SOURCE MATERIAL:
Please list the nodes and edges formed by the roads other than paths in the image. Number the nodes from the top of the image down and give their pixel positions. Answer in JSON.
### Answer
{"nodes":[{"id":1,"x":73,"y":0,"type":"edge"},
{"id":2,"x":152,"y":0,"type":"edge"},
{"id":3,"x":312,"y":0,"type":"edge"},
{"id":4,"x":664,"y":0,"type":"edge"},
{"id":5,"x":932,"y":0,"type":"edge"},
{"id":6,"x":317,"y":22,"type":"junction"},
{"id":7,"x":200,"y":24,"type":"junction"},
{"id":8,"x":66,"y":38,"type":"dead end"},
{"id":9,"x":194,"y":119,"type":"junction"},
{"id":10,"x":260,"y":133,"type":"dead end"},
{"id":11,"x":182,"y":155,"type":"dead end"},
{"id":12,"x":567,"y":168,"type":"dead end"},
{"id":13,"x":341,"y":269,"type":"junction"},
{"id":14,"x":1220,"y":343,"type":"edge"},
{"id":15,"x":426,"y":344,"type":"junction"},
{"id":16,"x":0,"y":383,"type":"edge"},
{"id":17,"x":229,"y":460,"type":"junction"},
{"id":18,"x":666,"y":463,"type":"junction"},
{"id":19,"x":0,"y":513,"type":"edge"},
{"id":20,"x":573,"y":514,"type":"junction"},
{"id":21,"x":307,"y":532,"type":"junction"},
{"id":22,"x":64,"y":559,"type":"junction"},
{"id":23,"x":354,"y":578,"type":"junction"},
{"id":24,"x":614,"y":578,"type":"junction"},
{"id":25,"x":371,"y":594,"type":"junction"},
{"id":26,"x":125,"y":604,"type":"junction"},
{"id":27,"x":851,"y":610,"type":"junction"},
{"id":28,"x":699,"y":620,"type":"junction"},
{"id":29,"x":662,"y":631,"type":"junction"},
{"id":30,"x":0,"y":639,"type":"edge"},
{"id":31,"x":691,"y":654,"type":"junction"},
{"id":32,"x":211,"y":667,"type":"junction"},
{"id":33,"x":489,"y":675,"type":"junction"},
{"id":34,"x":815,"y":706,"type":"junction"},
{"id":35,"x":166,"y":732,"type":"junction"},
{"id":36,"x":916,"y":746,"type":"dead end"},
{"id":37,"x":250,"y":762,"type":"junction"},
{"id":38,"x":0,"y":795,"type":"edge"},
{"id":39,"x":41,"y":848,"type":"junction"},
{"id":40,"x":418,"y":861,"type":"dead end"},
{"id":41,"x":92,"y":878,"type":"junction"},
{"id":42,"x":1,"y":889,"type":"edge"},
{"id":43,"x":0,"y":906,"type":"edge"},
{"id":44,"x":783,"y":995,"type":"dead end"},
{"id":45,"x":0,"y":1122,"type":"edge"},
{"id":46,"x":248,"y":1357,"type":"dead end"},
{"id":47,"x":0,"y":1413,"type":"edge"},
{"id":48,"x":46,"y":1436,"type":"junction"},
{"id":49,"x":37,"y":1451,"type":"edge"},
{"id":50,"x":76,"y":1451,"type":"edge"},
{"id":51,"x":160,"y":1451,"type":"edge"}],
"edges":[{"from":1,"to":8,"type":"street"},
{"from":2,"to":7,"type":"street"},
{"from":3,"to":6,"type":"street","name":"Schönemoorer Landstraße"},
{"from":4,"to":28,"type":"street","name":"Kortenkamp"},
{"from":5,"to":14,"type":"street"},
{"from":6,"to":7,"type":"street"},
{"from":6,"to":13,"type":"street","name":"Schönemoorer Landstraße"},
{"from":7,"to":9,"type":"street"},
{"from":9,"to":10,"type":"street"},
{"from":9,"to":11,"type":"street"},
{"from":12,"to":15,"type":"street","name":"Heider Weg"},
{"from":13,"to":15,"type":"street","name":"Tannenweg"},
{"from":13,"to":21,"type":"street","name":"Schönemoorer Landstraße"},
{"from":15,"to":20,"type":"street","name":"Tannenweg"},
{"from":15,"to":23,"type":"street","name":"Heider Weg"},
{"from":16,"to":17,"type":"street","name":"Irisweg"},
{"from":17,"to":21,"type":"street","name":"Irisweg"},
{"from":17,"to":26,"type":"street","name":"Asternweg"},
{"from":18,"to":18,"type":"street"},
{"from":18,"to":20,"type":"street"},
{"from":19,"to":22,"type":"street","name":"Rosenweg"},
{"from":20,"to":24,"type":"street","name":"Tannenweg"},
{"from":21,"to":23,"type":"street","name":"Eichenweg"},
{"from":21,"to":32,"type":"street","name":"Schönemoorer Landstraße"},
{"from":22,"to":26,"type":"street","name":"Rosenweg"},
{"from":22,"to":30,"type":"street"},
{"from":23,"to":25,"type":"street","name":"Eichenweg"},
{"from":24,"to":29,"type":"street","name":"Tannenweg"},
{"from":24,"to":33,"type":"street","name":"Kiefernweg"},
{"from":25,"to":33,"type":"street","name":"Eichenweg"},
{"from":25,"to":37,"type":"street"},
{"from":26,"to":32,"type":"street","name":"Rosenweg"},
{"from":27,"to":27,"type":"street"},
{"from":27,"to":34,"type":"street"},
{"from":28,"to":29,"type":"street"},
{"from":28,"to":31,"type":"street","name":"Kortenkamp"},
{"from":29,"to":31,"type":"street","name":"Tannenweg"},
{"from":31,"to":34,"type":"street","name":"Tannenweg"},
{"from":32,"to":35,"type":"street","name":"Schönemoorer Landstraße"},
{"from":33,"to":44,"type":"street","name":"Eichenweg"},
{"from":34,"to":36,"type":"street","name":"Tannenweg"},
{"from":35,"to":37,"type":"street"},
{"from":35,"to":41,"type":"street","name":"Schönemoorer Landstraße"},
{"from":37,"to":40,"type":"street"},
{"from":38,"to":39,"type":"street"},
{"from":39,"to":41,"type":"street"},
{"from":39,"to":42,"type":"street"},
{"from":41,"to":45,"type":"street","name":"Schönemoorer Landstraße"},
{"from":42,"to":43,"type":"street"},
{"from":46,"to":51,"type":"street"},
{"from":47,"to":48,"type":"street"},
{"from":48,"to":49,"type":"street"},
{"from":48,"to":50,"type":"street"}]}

WHAT THE TASK ASKS: If a line in the records has the word "Rosenweg", copy that line.

PROBLEM SOLUTION:
{"from":19,"to":22,"type":"street","name":"Rosenweg"},
{"from":22,"to":26,"type":"street","name":"Rosenweg"},
{"from":26,"to":32,"type":"street","name":"Rosenweg"},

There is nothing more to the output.